▸ Task to carry out
Produce all the records again exactly as they stand.

★ ★ ★ ★ ★

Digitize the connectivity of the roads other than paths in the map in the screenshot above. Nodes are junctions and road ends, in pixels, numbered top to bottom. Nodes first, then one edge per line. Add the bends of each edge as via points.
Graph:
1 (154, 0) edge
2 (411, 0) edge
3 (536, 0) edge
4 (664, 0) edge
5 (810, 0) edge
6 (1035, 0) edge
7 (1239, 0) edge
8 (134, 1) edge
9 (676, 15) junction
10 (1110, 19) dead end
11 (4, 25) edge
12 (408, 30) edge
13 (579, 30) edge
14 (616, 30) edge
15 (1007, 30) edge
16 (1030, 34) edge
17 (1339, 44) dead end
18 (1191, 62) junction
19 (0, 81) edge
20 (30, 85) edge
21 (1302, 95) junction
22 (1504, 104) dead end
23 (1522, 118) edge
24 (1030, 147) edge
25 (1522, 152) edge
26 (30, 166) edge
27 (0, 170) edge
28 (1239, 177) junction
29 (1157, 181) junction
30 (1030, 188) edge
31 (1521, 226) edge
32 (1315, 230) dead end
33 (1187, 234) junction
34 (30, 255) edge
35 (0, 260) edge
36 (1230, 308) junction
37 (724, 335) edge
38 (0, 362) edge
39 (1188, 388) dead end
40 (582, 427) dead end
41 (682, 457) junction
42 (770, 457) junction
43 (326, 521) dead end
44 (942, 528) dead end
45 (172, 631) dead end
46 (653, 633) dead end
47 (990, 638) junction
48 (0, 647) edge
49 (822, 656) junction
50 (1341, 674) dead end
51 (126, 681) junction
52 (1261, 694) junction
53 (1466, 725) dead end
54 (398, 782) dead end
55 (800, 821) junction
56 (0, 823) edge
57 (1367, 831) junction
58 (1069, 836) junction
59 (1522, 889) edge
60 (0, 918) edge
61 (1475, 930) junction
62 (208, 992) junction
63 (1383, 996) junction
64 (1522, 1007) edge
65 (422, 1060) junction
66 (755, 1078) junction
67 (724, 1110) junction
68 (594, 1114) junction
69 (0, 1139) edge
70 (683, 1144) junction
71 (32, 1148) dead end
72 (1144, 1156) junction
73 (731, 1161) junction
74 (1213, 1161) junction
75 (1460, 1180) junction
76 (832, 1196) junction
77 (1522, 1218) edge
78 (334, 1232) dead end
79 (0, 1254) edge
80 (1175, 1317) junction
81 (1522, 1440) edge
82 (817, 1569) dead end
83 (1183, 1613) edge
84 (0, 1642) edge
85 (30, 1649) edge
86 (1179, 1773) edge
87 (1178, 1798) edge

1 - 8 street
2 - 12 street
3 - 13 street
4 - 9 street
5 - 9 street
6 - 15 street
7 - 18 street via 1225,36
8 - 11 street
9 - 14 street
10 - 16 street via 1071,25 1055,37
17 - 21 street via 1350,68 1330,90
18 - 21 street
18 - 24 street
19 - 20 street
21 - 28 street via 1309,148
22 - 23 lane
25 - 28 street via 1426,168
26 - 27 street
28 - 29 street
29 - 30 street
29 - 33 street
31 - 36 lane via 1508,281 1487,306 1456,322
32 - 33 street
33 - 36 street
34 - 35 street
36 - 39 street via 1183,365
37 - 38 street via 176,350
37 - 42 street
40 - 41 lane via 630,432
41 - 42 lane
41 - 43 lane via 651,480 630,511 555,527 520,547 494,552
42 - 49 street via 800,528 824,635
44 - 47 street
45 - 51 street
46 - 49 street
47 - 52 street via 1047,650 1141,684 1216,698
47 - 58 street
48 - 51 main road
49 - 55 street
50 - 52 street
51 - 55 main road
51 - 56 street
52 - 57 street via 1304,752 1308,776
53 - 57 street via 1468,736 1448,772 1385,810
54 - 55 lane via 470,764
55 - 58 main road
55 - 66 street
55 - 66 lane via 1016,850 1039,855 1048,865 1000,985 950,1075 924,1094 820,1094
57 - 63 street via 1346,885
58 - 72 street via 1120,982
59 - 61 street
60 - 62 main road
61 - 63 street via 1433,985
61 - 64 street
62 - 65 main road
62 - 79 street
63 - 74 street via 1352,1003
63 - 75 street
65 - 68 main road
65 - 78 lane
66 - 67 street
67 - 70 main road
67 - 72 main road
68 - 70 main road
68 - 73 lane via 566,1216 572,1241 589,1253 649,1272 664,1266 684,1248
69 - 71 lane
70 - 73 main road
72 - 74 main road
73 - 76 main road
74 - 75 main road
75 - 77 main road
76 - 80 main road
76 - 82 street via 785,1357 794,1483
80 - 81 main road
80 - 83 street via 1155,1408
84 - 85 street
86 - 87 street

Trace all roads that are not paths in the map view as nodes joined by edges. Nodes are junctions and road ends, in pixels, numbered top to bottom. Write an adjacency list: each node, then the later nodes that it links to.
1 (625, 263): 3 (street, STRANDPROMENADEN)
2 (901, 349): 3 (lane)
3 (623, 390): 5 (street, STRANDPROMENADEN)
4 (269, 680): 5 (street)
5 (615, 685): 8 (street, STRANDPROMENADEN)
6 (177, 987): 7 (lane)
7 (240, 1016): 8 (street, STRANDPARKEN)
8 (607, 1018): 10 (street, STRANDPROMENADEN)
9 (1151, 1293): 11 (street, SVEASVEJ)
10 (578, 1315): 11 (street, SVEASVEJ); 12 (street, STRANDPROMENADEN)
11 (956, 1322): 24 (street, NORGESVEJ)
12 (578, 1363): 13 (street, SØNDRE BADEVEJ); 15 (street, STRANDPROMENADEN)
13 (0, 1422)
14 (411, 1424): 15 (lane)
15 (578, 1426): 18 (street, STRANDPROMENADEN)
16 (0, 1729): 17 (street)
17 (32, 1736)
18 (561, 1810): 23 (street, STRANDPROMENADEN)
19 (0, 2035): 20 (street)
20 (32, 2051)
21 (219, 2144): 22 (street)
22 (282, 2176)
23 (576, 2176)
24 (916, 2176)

★ ★ ★ ★ ★

▸ Result for this exercise
Digitize the connectivity of the roads other than paths in the map in the screenshot above. Nodes are junctions and road ends, in pixels, numbered top to bottom. Nodes first, then one edge per line. Add the bends of each edge as via points.
Graph:
1 (154, 0) edge
2 (411, 0) edge
3 (536, 0) edge
4 (664, 0) edge
5 (810, 0) edge
6 (1035, 0) edge
7 (1239, 0) edge
8 (134, 1) edge
9 (676, 15) junction
10 (1110, 19) dead end
11 (4, 25) edge
12 (408, 30) edge
13 (579, 30) edge
14 (616, 30) edge
15 (1007, 30) edge
16 (1030, 34) edge
17 (1339, 44) dead end
18 (1191, 62) junction
19 (0, 81) edge
20 (30, 85) edge
21 (1302, 95) junction
22 (1504, 104) dead end
23 (1522, 118) edge
24 (1030, 147) edge
25 (1522, 152) edge
26 (30, 166) edge
27 (0, 170) edge
28 (1239, 177) junction
29 (1157, 181) junction
30 (1030, 188) edge
31 (1521, 226) edge
32 (1315, 230) dead end
33 (1187, 234) junction
34 (30, 255) edge
35 (0, 260) edge
36 (1230, 308) junction
37 (724, 335) edge
38 (0, 362) edge
39 (1188, 388) dead end
40 (582, 427) dead end
41 (682, 457) junction
42 (770, 457) junction
43 (326, 521) dead end
44 (942, 528) dead end
45 (172, 631) dead end
46 (653, 633) dead end
47 (990, 638) junction
48 (0, 647) edge
49 (822, 656) junction
50 (1341, 674) dead end
51 (126, 681) junction
52 (1261, 694) junction
53 (1466, 725) dead end
54 (398, 782) dead end
55 (800, 821) junction
56 (0, 823) edge
57 (1367, 831) junction
58 (1069, 836) junction
59 (1522, 889) edge
60 (0, 918) edge
61 (1475, 930) junction
62 (208, 992) junction
63 (1383, 996) junction
64 (1522, 1007) edge
65 (422, 1060) junction
66 (755, 1078) junction
67 (724, 1110) junction
68 (594, 1114) junction
69 (0, 1139) edge
70 (683, 1144) junction
71 (32, 1148) dead end
72 (1144, 1156) junction
73 (731, 1161) junction
74 (1213, 1161) junction
75 (1460, 1180) junction
76 (832, 1196) junction
77 (1522, 1218) edge
78 (334, 1232) dead end
79 (0, 1254) edge
80 (1175, 1317) junction
81 (1522, 1440) edge
82 (817, 1569) dead end
83 (1183, 1613) edge
84 (0, 1642) edge
85 (30, 1649) edge
86 (1179, 1773) edge
87 (1178, 1798) edge

1 - 8 street
2 - 12 street
3 - 13 street
4 - 9 street
5 - 9 street
6 - 15 street
7 - 18 street via 1225,36
8 - 11 street
9 - 14 street
10 - 16 street via 1071,25 1055,37
17 - 21 street via 1350,68 1330,90
18 - 21 street
18 - 24 street
19 - 20 street
21 - 28 street via 1309,148
22 - 23 lane
25 - 28 street via 1426,168
26 - 27 street
28 - 29 street
29 - 30 street
29 - 33 street
31 - 36 lane via 1508,281 1487,306 1456,322
32 - 33 street
33 - 36 street
34 - 35 street
36 - 39 street via 1183,365
37 - 38 street via 176,350
37 - 42 street
40 - 41 lane via 630,432
41 - 42 lane
41 - 43 lane via 651,480 630,511 555,527 520,547 494,552
42 - 49 street via 800,528 824,635
44 - 47 street
45 - 51 street
46 - 49 street
47 - 52 street via 1047,650 1141,684 1216,698
47 - 58 street
48 - 51 main road
49 - 55 street
50 - 52 street
51 - 55 main road
51 - 56 street
52 - 57 street via 1304,752 1308,776
53 - 57 street via 1468,736 1448,772 1385,810
54 - 55 lane via 470,764
55 - 58 main road
55 - 66 street
55 - 66 lane via 1016,850 1039,855 1048,865 1000,985 950,1075 924,1094 820,1094
57 - 63 street via 1346,885
58 - 72 street via 1120,982
59 - 61 street
60 - 62 main road
61 - 63 street via 1433,985
61 - 64 street
62 - 65 main road
62 - 79 street
63 - 74 street via 1352,1003
63 - 75 street
65 - 68 main road
65 - 78 lane
66 - 67 street
67 - 70 main road
67 - 72 main road
68 - 70 main road
68 - 73 lane via 566,1216 572,1241 589,1253 649,1272 664,1266 684,1248
69 - 71 lane
70 - 73 main road
72 - 74 main road
73 - 76 main road
74 - 75 main road
75 - 77 main road
76 - 80 main road
76 - 82 street via 785,1357 794,1483
80 - 81 main road
80 - 83 street via 1155,1408
84 - 85 street
86 - 87 street

Trace all roads that are not paths in the map view as nodes joined by edges. Nodes are junctions and road ends, in pixels, numbered top to bottom. Write an adjacency list: each node, then the later nodes that it links to.
1 (625, 263): 3 (street, STRANDPROMENADEN)
2 (901, 349): 3 (lane)
3 (623, 390): 5 (street, STRANDPROMENADEN)
4 (269, 680): 5 (street)
5 (615, 685): 8 (street, STRANDPROMENADEN)
6 (177, 987): 7 (lane)
7 (240, 1016): 8 (street, STRANDPARKEN)
8 (607, 1018): 10 (street, STRANDPROMENADEN)
9 (1151, 1293): 11 (street, SVEASVEJ)
10 (578, 1315): 11 (street, SVEASVEJ); 12 (street, STRANDPROMENADEN)
11 (956, 1322): 24 (street, NORGESVEJ)
12 (578, 1363): 13 (street, SØNDRE BADEVEJ); 15 (street, STRANDPROMENADEN)
13 (0, 1422)
14 (411, 1424): 15 (lane)
15 (578, 1426): 18 (street, STRANDPROMENADEN)
16 (0, 1729): 17 (street)
17 (32, 1736)
18 (561, 1810): 23 (street, STRANDPROMENADEN)
19 (0, 2035): 20 (street)
20 (32, 2051)
21 (219, 2144): 22 (street)
22 (282, 2176)
23 (576, 2176)
24 (916, 2176)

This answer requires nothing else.